Daryl avait remarqué le coup d'œil discret sur son corps ce qui faisait rire intérieurement le jeune homme. Il continuait de le fixer de son regard neutre et quand Maël parla des cours, un sourire démonique s'afficha sur le visage de l'athlète. Il lui répondit alors sans le lâcher des yeux, comme s'il allait le dévorer.

"Oui...et je te rassure tes devoirs et tes cours m'ont été confiés par les profs"

Il se leva dévoila la totalité de son torse, son jogging tombait sur ses hanches laissant deviner un morceau de son bassin, la frontière du tissu se stoppait à la moitié du V que formait le bas de son torse. Il avança vers Maël en s'essuyant le torse et le visage avec sa serviette. Il se stoppa à moins de deux mètres de sa proie et il ajouta d'une voix calme et neutre.

"Je te les donnerais, ils sont dans mon vestiaire, fermé par un cadenas"

Il lui fit un clin d'œil et s'approcha d'un mètre en le fixant, son sourire carnassier avec disparaître pour un sourire plus neutre.
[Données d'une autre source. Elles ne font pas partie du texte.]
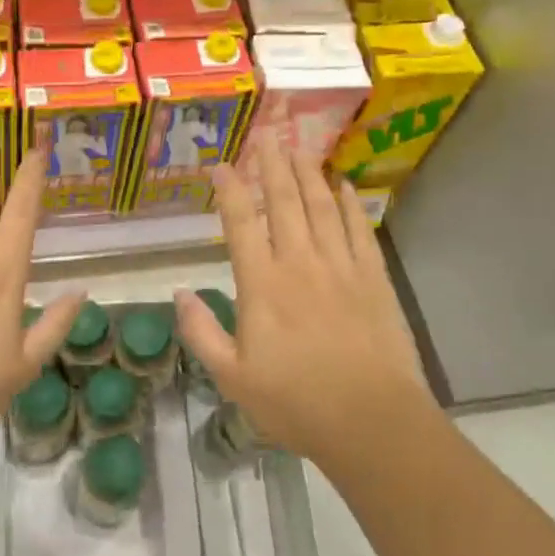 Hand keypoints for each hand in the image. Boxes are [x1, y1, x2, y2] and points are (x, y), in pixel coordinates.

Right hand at [175, 138, 429, 467]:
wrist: (371, 420)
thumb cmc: (296, 402)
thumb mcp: (233, 378)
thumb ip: (201, 333)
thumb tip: (181, 292)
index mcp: (262, 284)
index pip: (241, 222)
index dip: (230, 189)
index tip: (221, 165)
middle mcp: (300, 263)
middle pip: (284, 201)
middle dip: (273, 164)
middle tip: (267, 134)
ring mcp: (340, 267)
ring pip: (322, 207)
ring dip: (309, 173)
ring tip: (300, 148)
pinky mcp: (373, 278)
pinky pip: (359, 230)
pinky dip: (351, 204)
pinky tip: (345, 186) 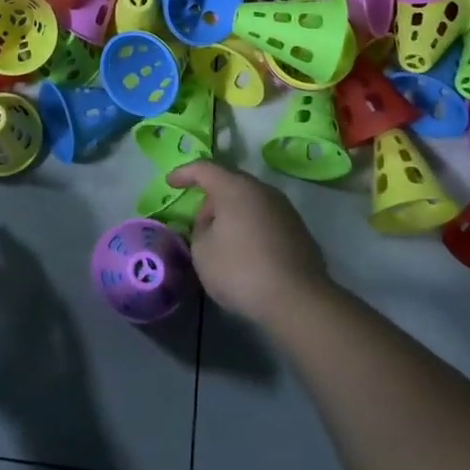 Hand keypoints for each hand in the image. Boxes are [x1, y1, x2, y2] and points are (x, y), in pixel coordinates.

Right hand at [168, 160, 330, 326]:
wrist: (298, 300)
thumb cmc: (240, 270)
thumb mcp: (202, 251)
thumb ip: (200, 230)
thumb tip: (211, 225)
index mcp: (235, 188)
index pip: (204, 169)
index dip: (184, 173)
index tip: (170, 182)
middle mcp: (262, 190)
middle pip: (230, 183)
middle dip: (211, 197)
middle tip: (198, 219)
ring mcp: (285, 209)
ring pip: (251, 201)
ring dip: (233, 213)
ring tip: (221, 237)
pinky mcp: (299, 231)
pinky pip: (266, 219)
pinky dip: (251, 227)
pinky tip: (246, 250)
Il prit le pan de son pull et tira un peu dessus en murmurant.

"Pour les avoirs...tu vas devoir survivre à une heure de sport avec moi"

Se doutait qu'il s'imaginerait toutes sortes d'idiotie comme voir Daryl le plaquer sur un tatami pour abuser de lui, ou bien un lavage d'amygdale sur le banc de musculation, il décida de s'expliquer un peu plus.

"Je vais t'initier à la boxe..."

Il colla son doigt sur la bouche de Maël au cas où il voudrait parler et continuait de lui expliquer.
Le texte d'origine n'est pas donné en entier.